3. The authentication method according to claim 2, wherein the step S1013 further comprises: for the set dimension xvector voiceprint characteristics of each person in the multi-person voice, the distance between the xvectors of the same speaker is reduced through the cross entropy loss function, and the distance between the xvectors of different speakers is increased.

4. The authentication method according to claim 2 or 3, wherein the step S1011 further comprises: acquiring a digital classification head loss function through the digital label;

obtaining a speaker label through training set audio; obtaining a speaker classification loss function according to the speaker label;

the step S1013 is followed by:

and step S1014, acquiring a total system loss function through a digital classification head loss function and the speaker classification loss function.

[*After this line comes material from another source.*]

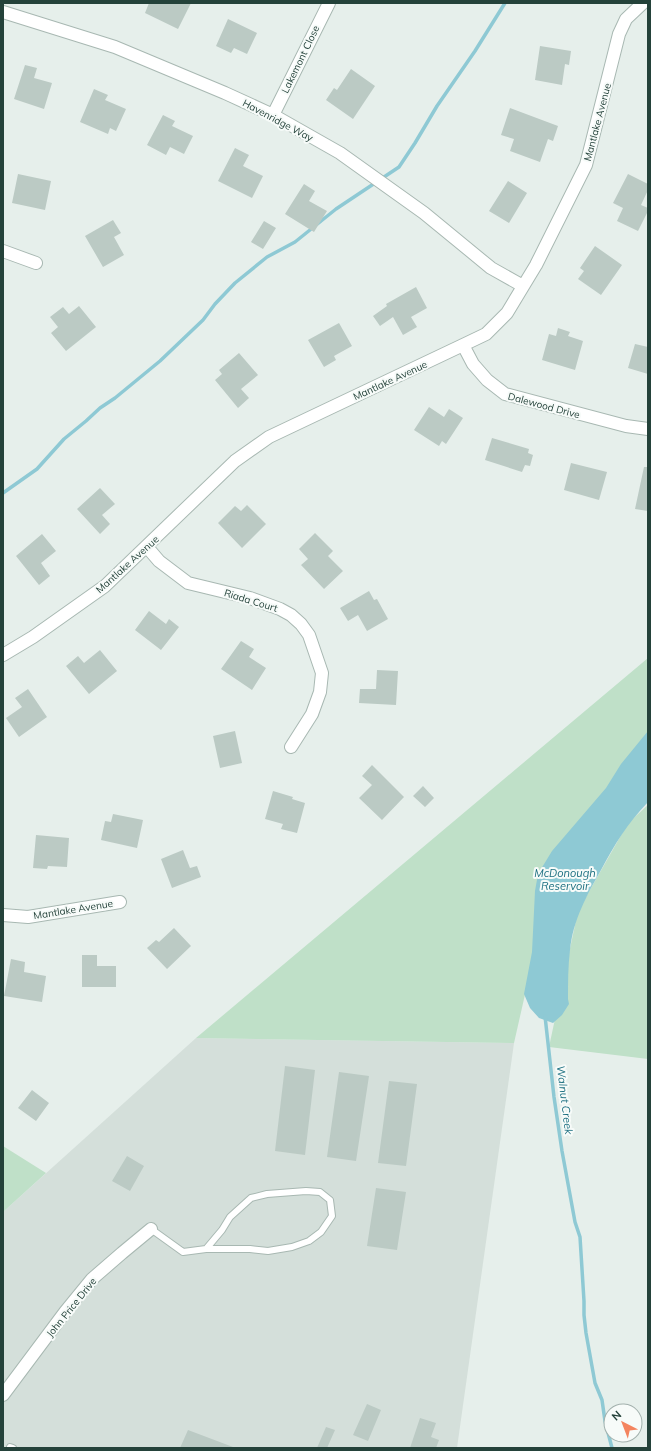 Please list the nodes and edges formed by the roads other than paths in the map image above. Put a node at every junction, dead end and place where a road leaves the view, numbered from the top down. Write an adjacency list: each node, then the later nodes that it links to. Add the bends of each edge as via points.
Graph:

5. A system for verifying a numeric string voiceprint password, comprising:

a training unit configured to train and obtain a background model;

a registering unit configured to acquire digital string information in registrant audio; if the set digital string information is matched, processing the registrant audio through the background model to obtain registered xvector voiceprint characteristics, and establishing a speaker library according to the registered xvector voiceprint characteristics; if the set digital string information is not matched, ending or reacquiring the digital string information in the current registrant audio in the step;

a verification unit configured to acquire digital string information in currently decoded audio; if the set number string information is matched, processing the audio of the tester through the background model to obtain the current xvector voiceprint feature; if the set digital string information is not matched, ending or reacquiring the digital string information in the current decoding audio in the step;

the scoring unit is configured to score the voiceprint characteristics of the xvector of the current tester according to the corresponding registered voiceprint characteristics of the xvector in the speaker library to obtain a scoring value;

and the result output unit is configured to judge whether the score value exceeds a set threshold value, if so, generating verification passing information, and if not, generating verification failure information.

6. The validation system of claim 5, wherein the training unit is further configured to:

acquiring a training set audio, wherein the training set audio is a training set audio with multi-person voice; acquiring a time period corresponding to each digit and acquiring a digital label;

extracting features from the training set audio according to the time segments and training through a deep convolutional neural network; outputting a result after convolution training through a first full-connection layer, wherein the first full-connection layer is provided with 0-9 digital definition nodes; normalizing the first fully-connected layer output and mapping to a plurality of supervectors corresponding to each defined node;

and averaging the plurality of supervectors, and acquiring the xvector voiceprint feature with set dimensionality through a second full-connection layer.

7. The validation system of claim 6, wherein the training unit is further configured to: for the set dimension xvector voiceprint characteristics of each person in the multi-person voice, the distance between the xvectors of the same speaker is reduced through the cross entropy loss function, and the distance between the xvectors of different speakers is increased.

8. A verification system according to claim 6 or 7 wherein the training unit is further configured to: acquiring a digital classification head loss function through the digital label;

and acquiring a total system loss function through a digital classification head loss function and the speaker classification loss function.